MANIFESTO
Connecticut is
much in the news today as
The U.S. Supreme Court is scheduled to hear oral arguments this morning on a reverse discrimination complaint by a group of white New Haven firefighters who claim they were denied promotion because the city illegally rejected their top promotional examination scores when black colleagues scored relatively poorly on the same test.
The case, Ricci v. DeStefano, is the first to come before the court under Chief Justice John Roberts that broadly raises the issue of race in the work place. The court's decision could reshape hiring and promotional policies for millions of the nation's public employees—and possibly for private employers as well.
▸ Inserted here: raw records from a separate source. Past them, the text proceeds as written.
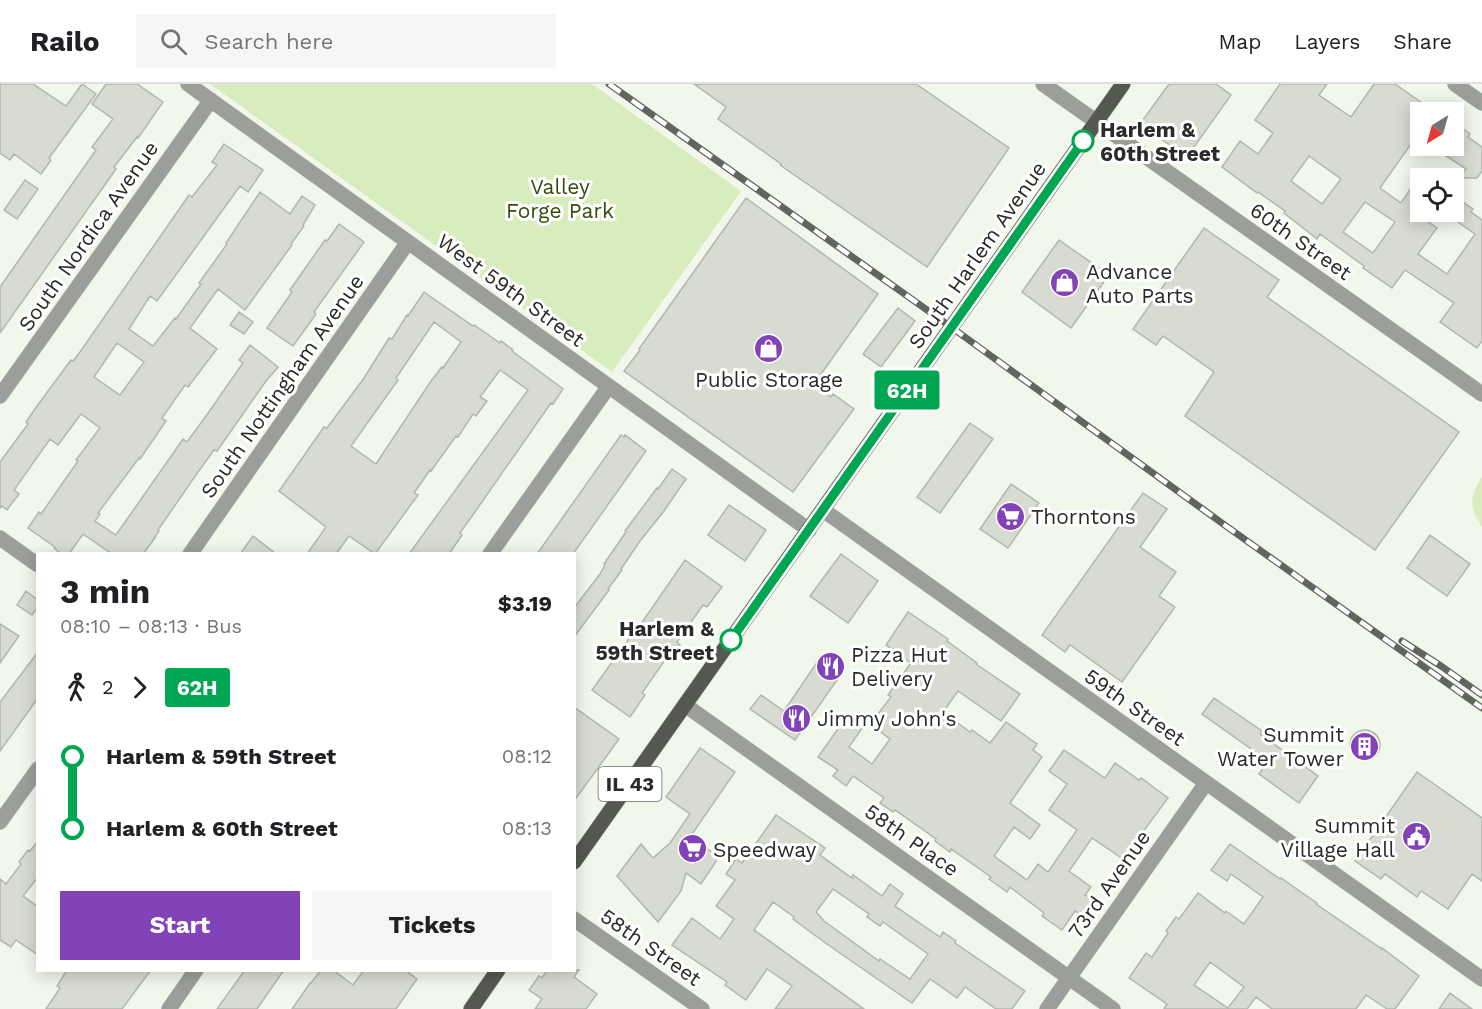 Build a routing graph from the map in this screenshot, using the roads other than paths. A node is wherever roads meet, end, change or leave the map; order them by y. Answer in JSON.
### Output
{"nodes":[{"id":1,"x":188,"y":84,"type":"edge"},
{"id":2,"x":1043,"y":84,"type":"edge"},
{"id":3,"x":1123,"y":84,"type":"edge"},
{"id":4,"x":1455,"y":84,"type":"edge"},
{"id":5,"x":211,"y":100,"type":"junction"},
{"id":6,"x":1482,"y":104,"type":"edge"},
{"id":7,"x":1096,"y":122,"type":"junction"},
{"id":8,"x":408,"y":242,"type":"junction"},
{"id":9,"x":609,"y":386,"type":"junction"},
{"id":10,"x":1482,"y":394,"type":"edge"},
{"id":11,"x":0,"y":396,"type":"edge"},
{"id":12,"x":823,"y":510,"type":"junction"},
{"id":13,"x":808,"y":530,"type":"junction"},
{"id":14,"x":0,"y":538,"type":"edge"},
{"id":15,"x":191,"y":552,"type":"edge"},
{"id":16,"x":491,"y":552,"type":"edge"},
{"id":17,"x":36,"y":564,"type":"edge"},
{"id":18,"x":686,"y":705,"type":"junction"},
{"id":19,"x":36,"y":772,"type":"edge"},
{"id":20,"x":1206,"y":783,"type":"junction"},
{"id":21,"x":0,"y":822,"type":"edge"},
{"id":22,"x":576,"y":859,"type":"edge"},
{"id":23,"x":576,"y":919,"type":"edge"},
{"id":24,"x":195,"y":972,"type":"edge"},
{"id":25,"x":497,"y":972,"type":"edge"},
{"id":26,"x":1069,"y":978,"type":"junction"},
{"id":27,"x":1482,"y":979,"type":"edge"},
{"id":28,"x":169,"y":1009,"type":"edge"},
{"id":29,"x":471,"y":1009,"type":"edge"},
{"id":30,"x":702,"y":1009,"type":"edge"},
{"id":31,"x":1047,"y":1009,"type":"edge"},
{"id":32,"x":1113,"y":1009,"type":"edge"}],
"edges":[{"from":1,"to":5,"type":"street","name":"West 59th Street"},
{"from":2,"to":7,"type":"street","name":"60th Street"},
{"from":3,"to":7,"type":"main road","name":"South Harlem Avenue","number":"IL 43"},
{"from":4,"to":6,"type":"street"},
{"from":5,"to":8,"type":"street","name":"West 59th Street"},
{"from":5,"to":11,"type":"street","name":"South Nordica Avenue"},
{"from":7,"to":10,"type":"street","name":"60th Street"},
{"from":7,"to":12,"type":"main road","name":"South Harlem Avenue","number":"IL 43"},
{"from":8,"to":9,"type":"street","name":"West 59th Street"},
{"from":8,"to":15,"type":"street","name":"South Nottingham Avenue"},
{"from":9,"to":13,"type":"street","name":"West 59th Street"},
{"from":9,"to":16,"type":"street"},
{"from":12,"to":13,"type":"main road","name":"South Harlem Avenue","number":"IL 43"},
{"from":12,"to":20,"type":"street","name":"59th Street"},
{"from":13,"to":18,"type":"main road","name":"South Harlem Avenue","number":"IL 43"},
{"from":14,"to":17,"type":"street"},
{"from":18,"to":22,"type":"main road","name":"South Harlem Avenue","number":"IL 43"},
{"from":18,"to":26,"type":"street","name":"58th Place"},
{"from":19,"to":21,"type":"street"},
{"from":20,"to":26,"type":"street","name":"73rd Avenue"},
{"from":20,"to":27,"type":"street","name":"59th Street"},
{"from":23,"to":30,"type":"street","name":"58th Street"},
{"from":24,"to":28,"type":"street"},
{"from":25,"to":29,"type":"main road"},
{"from":26,"to":31,"type":"street","name":"73rd Avenue"},
{"from":26,"to":32,"type":"street","name":"58th Place"}]}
NPR and a number of other outlets were all over this story earlier today, and while I'm, at best, of two minds on this issue, the court's ultimate decision is one that, as the article points out, could be extraordinarily consequential.
2 Comments:
According to today's Hartford Courand (and I have no reason to doubt the longest running continuosly published daily newspaper in this great land!) the New Haven case is "the first to come before the court under Chief Justice John Roberts that broadly raises the issue of race in the work place". Chief Justice Roberts may actually be Yogi Berra or at the very least a devotee of Berraisms. In a majority opinion in 2007 dealing with racial discrimination Chief Justice Roberts wrote "the way to stop discrimination on the basis of race is to stop discriminating on the basis of race". Somewhere Mr. Peter Lawrence Berra is smiling.